Description of the task → A faithful copy is needed. Set down all of the data below exactly.

[Collected data]

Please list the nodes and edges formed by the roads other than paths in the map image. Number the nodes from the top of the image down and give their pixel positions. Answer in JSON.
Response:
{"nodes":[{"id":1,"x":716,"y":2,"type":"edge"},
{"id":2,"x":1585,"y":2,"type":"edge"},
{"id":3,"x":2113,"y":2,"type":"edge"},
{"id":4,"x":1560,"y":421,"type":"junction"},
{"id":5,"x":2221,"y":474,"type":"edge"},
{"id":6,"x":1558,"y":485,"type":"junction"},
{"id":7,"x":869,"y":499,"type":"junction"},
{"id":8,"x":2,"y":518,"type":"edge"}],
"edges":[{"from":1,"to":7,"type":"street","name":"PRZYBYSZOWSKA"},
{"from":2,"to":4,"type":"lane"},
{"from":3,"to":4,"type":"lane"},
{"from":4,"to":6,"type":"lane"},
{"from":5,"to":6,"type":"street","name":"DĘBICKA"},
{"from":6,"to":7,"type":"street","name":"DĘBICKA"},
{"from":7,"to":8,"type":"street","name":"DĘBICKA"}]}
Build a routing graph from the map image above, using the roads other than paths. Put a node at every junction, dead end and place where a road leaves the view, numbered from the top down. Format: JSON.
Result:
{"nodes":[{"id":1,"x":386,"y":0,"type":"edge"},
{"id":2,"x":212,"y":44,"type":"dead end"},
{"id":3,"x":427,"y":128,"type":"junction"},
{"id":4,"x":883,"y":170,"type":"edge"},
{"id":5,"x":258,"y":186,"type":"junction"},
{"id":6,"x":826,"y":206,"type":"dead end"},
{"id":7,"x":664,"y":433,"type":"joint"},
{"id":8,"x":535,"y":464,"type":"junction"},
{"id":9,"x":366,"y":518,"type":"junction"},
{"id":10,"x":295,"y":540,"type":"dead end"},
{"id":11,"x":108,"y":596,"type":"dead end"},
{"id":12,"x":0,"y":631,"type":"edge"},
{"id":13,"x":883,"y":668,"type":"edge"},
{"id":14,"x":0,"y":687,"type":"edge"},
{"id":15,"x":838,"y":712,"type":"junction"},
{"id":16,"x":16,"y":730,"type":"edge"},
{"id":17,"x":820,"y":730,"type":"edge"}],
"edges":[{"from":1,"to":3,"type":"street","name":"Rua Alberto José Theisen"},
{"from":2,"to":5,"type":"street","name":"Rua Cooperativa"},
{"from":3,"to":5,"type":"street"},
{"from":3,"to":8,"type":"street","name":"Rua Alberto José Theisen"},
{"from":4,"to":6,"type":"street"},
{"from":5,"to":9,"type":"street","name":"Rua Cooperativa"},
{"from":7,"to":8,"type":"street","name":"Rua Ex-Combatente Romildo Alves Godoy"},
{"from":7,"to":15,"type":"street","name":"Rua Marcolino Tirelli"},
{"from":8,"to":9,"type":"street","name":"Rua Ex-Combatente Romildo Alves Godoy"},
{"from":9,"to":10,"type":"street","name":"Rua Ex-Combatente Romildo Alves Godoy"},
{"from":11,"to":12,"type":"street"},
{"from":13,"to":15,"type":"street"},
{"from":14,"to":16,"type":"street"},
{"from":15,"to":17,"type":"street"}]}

Exercise output →
Please list the nodes and edges formed by the roads other than paths in the map image. Number the nodes from the top of the image down and give their pixel positions. Answer in JSON.
Response:
{"nodes":[{"id":1,"x":716,"y":2,"type":"edge"},
{"id":2,"x":1585,"y":2,"type":"edge"},
{"id":3,"x":2113,"y":2,"type":"edge"},
{"id":4,"x":1560,"y":421,"type":"junction"},
{"id":5,"x":2221,"y":474,"type":"edge"},
{"id":6,"x":1558,"y":485,"type":"junction"},
{"id":7,"x":869,"y":499,"type":"junction"},
{"id":8,"x":2,"y":518,"type":"edge"}],
"edges":[{"from":1,"to":7,"type":"street","name":"PRZYBYSZOWSKA"},
{"from":2,"to":4,"type":"lane"},
{"from":3,"to":4,"type":"lane"},
{"from":4,"to":6,"type":"lane"},
{"from":5,"to":6,"type":"street","name":"DĘBICKA"},
{"from":6,"to":7,"type":"street","name":"DĘBICKA"},
{"from":7,"to":8,"type":"street","name":"DĘBICKA"}]}
Build a routing graph from the map image above, using the roads other than paths. Put a node at every junction, dead end and place where a road leaves the view, numbered from the top down. Format: JSON.
Result:
{"nodes":[{"id":1,"x":386,"y":0,"type":"edge"},
{"id":2,"x":212,"y":44,"type":"dead end"},
{"id":3,"x":427,"y":128,"type":"junction"},
{"id":4,"x":883,"y":170,"type":"edge"},
{"id":5,"x":258,"y":186,"type":"junction"},
{"id":6,"x":826,"y":206,"type":"dead end"},
{"id":7,"x":664,"y":433,"type":"joint"},
{"id":8,"x":535,"y":464,"type":"junction"},
{"id":9,"x":366,"y":518,"type":"junction"},
{"id":10,"x":295,"y":540,"type":"dead end"},
{"id":11,"x":108,"y":596,"type":"dead end"},
{"id":12,"x":0,"y":631,"type":"edge"},
{"id":13,"x":883,"y":668,"type":"edge"},
{"id":14,"x":0,"y":687,"type":"edge"},
{"id":15,"x":838,"y":712,"type":"junction"},
{"id":16,"x":16,"y":730,"type":"edge"},
{"id":17,"x":820,"y":730,"type":"edge"}],
"edges":[{"from":1,"to":3,"type":"street","name":"Rua Alberto José Theisen"},
{"from":2,"to":5,"type":"street","name":"Rua Cooperativa"},
{"from":3,"to":5,"type":"street"},
{"from":3,"to":8,"type":"street","name":"Rua Alberto José Theisen"},
{"from":4,"to":6,"type":"street"},
{"from":5,"to":9,"type":"street","name":"Rua Cooperativa"},
{"from":7,"to":8,"type":"street","name":"Rua Ex-Combatente Romildo Alves Godoy"},
{"from":7,"to":15,"type":"street","name":"Rua Marcolino Tirelli"},
{"from":8,"to":9,"type":"street","name":"Rua Ex-Combatente Romildo Alves Godoy"},
{"from":9,"to":10,"type":"street","name":"Rua Ex-Combatente Romildo Alves Godoy"},
{"from":11,"to":12,"type":"street"},
{"from":13,"to":15,"type":"street"},
{"from":14,"to":16,"type":"street"},
{"from":15,"to":17,"type":"street"}]}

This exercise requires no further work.